Interest rates are essentially a cost of doing business. Thus, just like any other cost to your company, if your interest rate is too high compared to the returns that those funds will bring in via increased revenue or through cost savings – then you are better off not taking the loan in the first place.
What better way to manage high interest rates then not to have to pay them.
And, if you already have the loan in place (say to buy some new equipment or inventory), if the loan is costing more than it is worth to the business sell off those assets and pay back the loan. It will be better for your business in the long run.
2) Understanding Your Interest rate:
Most rates are based on some risk profile of the borrower. Either credit history, cash flow realization or use of funds.
Think about it. A borrower realizes that running a business is not all that easy and simply walks away from their business loan. That is a big risk especially in this economy.
Or, a business’s cash flow is barely enough to cover the loan payment to begin with then has a slow revenue period. Will that business be able to make the next loan payment?
Or, a borrower wants funding to open a new online business. But, that business is an online gambling site that could be shut down by the government at any time.
If you understand how and why lenders price loans, then you can work to mitigate those risk factors (like improving your credit and cash flow or running a legitimate business).
Thus, you take away their reasons to charge a high rate or increase your interest rate. Even if you have already taken the loan, when your situation improves, go back to the negotiation table and threaten to take your business elsewhere.
You can only help yourself through knowledge.
3) Protect Yourself Before you Take The Loan:
Small increases in interest rates really should not effect your payment all that much (unless it is for very short-term loans like under 12 months).
Example: Let’s say you have a $100, 000 business loan at 8% for 3 years. Then, your rate increases to 10%. Your monthly payment will rise less than $100 per payment. Not great but not really all that bad either. Here is why:
When making your decision to take a loan, you should always understand what you are getting in return for that new cost. If a $100, 000 loan costs you $12, 000 over three years in interest, then those funds should return much more to your company over that same period. If it does not, you should not take the loan.

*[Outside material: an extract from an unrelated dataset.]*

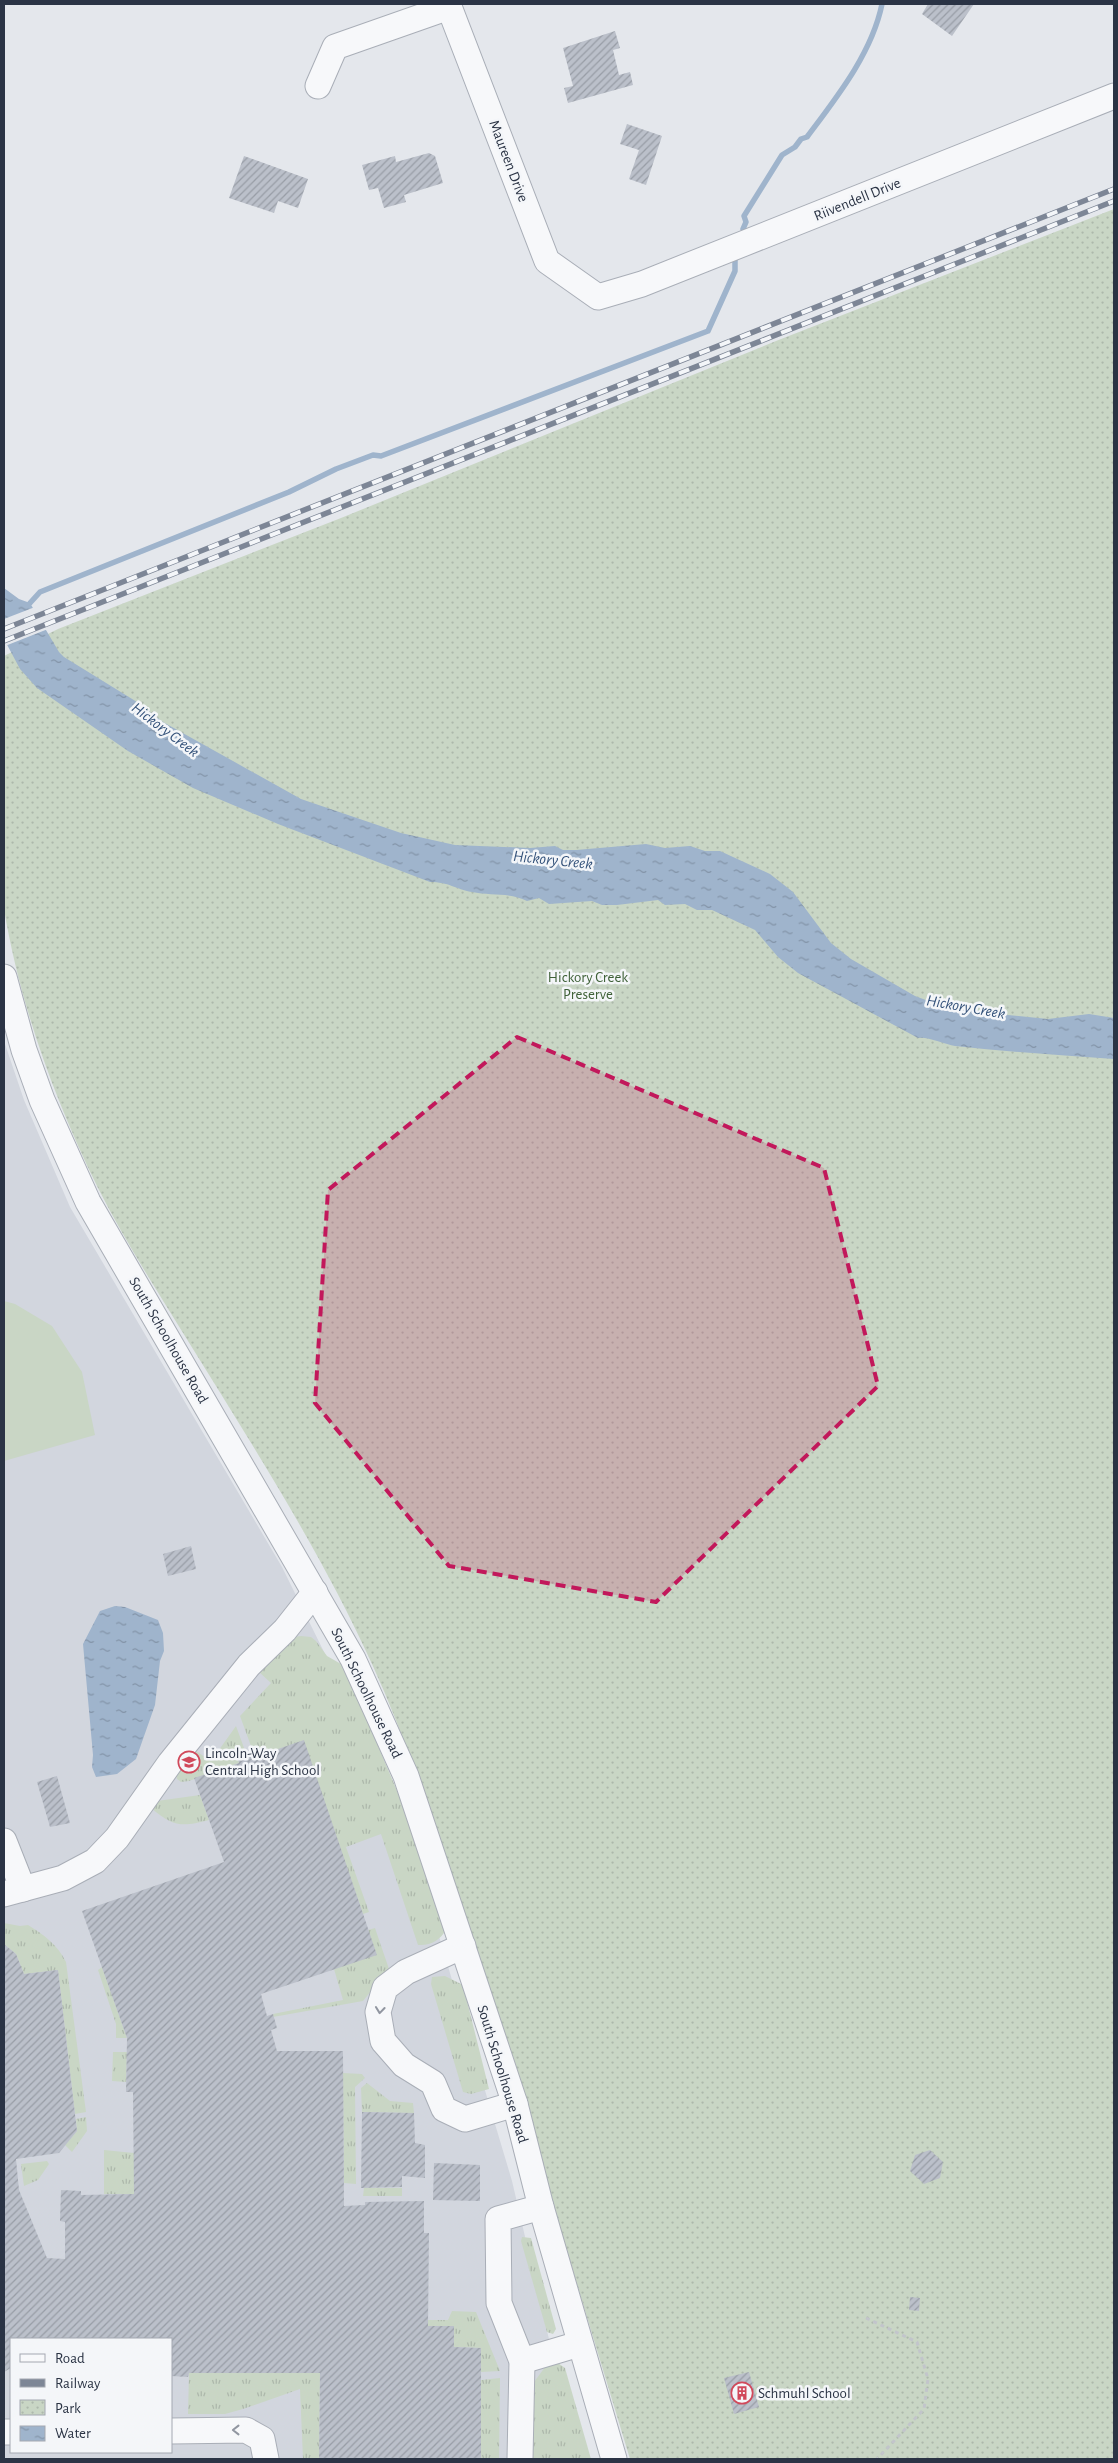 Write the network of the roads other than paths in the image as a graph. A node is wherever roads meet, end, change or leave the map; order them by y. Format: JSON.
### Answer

But, you should also create a buffer in your revenue estimates especially if you know the economy is in a rising interest rate environment.

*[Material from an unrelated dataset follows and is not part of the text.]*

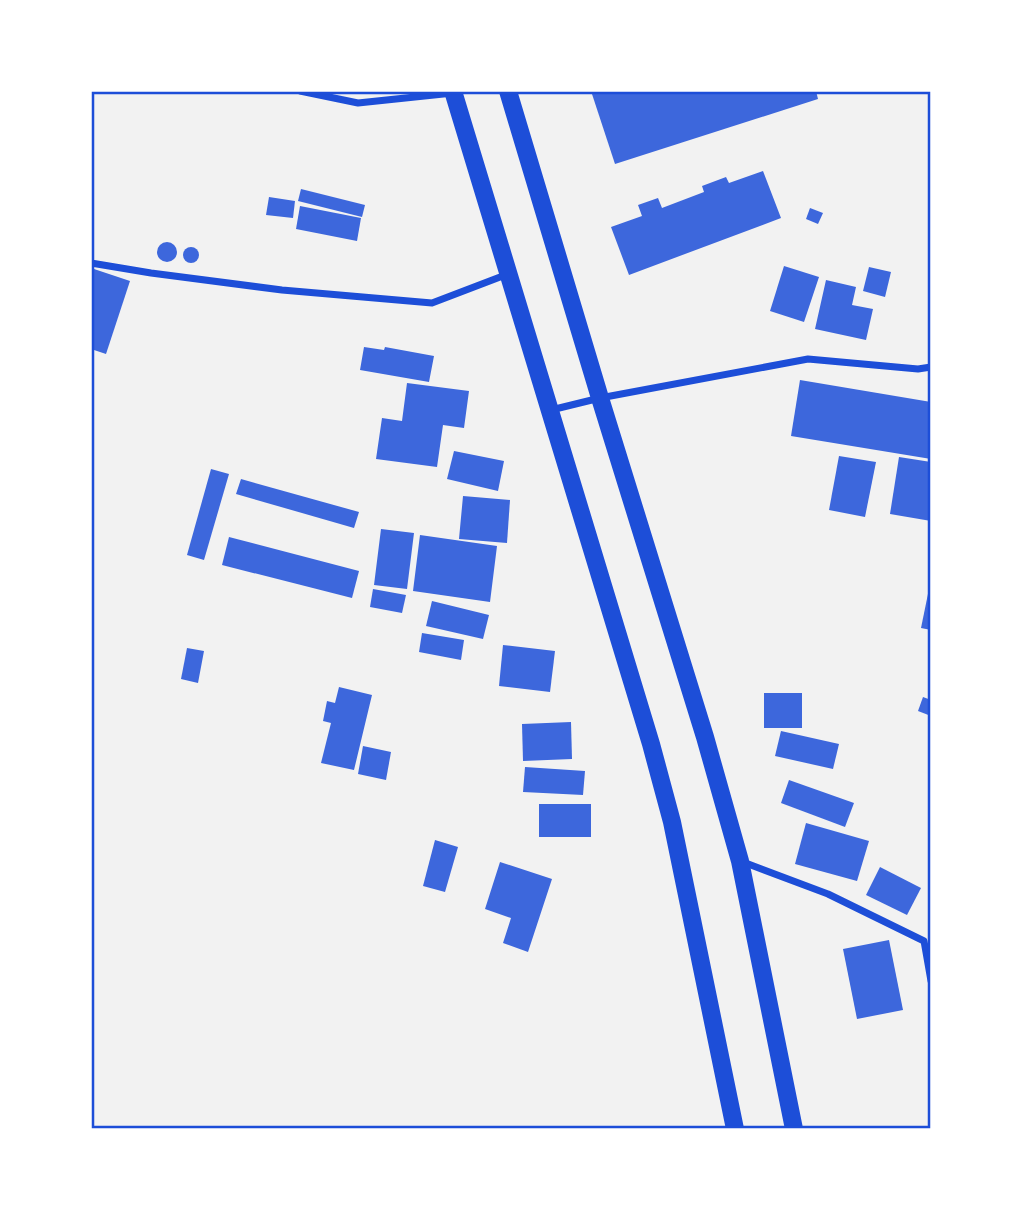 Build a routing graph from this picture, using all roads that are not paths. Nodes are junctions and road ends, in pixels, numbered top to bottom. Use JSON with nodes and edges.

It your rate does not rise, then that is pure benefit to your company. But, if it does, you are protected or have managed for it.

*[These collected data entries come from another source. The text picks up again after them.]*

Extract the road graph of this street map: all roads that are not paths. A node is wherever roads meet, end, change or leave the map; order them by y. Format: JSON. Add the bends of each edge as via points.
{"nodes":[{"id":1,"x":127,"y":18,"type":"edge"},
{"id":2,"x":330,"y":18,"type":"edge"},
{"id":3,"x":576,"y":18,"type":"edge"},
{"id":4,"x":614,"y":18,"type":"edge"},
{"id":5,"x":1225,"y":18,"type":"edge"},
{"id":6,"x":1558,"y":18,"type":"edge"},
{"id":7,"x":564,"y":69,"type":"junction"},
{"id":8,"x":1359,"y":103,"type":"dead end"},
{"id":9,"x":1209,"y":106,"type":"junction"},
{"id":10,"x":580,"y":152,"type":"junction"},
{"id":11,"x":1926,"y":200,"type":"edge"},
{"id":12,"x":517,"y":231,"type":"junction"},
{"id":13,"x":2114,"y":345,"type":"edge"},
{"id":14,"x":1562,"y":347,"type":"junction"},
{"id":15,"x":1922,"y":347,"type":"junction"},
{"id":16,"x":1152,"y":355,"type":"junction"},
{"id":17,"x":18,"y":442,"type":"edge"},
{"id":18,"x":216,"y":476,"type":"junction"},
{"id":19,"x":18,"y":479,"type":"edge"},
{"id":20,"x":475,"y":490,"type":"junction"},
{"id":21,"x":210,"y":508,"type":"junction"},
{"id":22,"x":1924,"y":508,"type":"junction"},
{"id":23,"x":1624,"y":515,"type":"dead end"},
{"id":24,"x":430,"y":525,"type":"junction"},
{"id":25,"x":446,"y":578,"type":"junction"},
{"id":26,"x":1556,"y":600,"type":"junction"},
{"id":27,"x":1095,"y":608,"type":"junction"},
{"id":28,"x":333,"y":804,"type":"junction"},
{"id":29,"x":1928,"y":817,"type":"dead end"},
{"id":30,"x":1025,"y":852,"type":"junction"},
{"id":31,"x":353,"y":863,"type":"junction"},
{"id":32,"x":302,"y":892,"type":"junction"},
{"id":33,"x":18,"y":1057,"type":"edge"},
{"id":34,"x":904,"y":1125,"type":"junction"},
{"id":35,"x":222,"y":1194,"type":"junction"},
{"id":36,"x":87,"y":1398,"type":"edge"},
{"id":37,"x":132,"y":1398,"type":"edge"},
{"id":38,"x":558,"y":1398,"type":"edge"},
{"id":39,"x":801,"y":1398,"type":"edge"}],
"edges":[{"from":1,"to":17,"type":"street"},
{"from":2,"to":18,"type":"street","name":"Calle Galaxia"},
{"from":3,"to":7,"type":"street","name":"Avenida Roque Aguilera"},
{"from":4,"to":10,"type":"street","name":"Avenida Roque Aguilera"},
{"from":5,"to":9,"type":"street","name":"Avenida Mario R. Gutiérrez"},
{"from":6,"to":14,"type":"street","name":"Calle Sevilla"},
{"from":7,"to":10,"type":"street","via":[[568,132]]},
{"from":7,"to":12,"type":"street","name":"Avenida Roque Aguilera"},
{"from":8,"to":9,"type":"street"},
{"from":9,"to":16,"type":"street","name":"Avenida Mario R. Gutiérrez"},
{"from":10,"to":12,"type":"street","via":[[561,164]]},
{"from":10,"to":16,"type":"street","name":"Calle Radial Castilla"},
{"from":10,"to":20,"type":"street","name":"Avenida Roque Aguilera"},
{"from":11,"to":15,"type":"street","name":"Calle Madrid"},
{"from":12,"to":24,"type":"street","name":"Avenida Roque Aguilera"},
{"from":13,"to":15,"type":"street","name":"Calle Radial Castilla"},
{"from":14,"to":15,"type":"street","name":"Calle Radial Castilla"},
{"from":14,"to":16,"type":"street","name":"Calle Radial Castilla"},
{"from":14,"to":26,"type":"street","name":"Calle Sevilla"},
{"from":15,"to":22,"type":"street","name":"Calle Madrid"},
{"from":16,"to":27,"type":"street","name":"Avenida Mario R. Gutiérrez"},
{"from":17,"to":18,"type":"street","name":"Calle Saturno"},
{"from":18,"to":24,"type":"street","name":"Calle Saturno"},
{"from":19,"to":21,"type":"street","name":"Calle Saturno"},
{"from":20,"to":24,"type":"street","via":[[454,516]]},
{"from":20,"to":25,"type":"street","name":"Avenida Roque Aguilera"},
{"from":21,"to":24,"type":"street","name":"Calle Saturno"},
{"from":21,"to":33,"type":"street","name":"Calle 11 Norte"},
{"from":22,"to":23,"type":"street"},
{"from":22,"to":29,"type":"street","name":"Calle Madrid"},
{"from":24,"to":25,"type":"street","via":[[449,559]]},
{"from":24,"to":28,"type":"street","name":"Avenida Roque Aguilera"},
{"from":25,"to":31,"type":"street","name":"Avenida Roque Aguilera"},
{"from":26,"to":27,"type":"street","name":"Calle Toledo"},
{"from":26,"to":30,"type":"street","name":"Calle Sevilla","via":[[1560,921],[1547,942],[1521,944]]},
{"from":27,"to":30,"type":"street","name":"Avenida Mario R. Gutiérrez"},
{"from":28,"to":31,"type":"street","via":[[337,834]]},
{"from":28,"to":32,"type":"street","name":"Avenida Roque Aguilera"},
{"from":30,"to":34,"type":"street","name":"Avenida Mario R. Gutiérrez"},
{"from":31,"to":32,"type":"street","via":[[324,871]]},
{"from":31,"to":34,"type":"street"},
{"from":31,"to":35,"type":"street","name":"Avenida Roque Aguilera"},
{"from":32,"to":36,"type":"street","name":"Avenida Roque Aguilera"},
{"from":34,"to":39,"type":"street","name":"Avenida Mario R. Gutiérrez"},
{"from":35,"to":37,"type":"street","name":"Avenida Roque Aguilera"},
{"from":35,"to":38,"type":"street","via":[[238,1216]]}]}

Let’s say your business requires a 30% return on investment and a $100, 000 loan will cost you $12, 000 over its life. Thus, your company needs to realize some $145, 000 to achieve that 30% ($100, 000 in principle with the remaining to cover your interest costs and return requirement). Thus, you make sure or look for projects that will return at least that amount.
Or, if you think your rate will rise or we are in a poor economy like we are now, then add a cushions. Only accept or look for projects that will return $150, 000 or more. Thus, your interest rate can rise a few percentage points and your business will still realize that 30% return.
The goal here is to manage your interest with your decision before you request any outside debt or funding by picking the right projects or getting a business loan for the right situation only.
4) Paying More:
You can always manage your overall interest rate by paying more in principal. Thus, instead of paying more in interest over the life of the loan to your lender; work to reduce the principal that they can charge interest against.
A $100, 000 business loan at 10% for three years has a payment of $3, 227. And, if you pay the loan out, your total interest would be $16, 162.
But, if you add a little extra to your payment each month (say $580 or 18% increase in your payment) then your overall interest for the life of the loan would drop to $12, 811 – essentially making your interest rate 8% (not 10%).
Here, you are paying more to reduce principal (to your benefit) then to your interest (their benefit).
Further, you end up paying off the loan 7 months earlier.
The higher your interest rate gets (say with a variable rate that keeps rising), the more benefit paying additional principal will help.
The bottom line is that in a rising interest rate environment, your will pay more. But, you can also manage your business loans to ensure that what you do have to pay is being paid to your benefit and not just going to your financial company.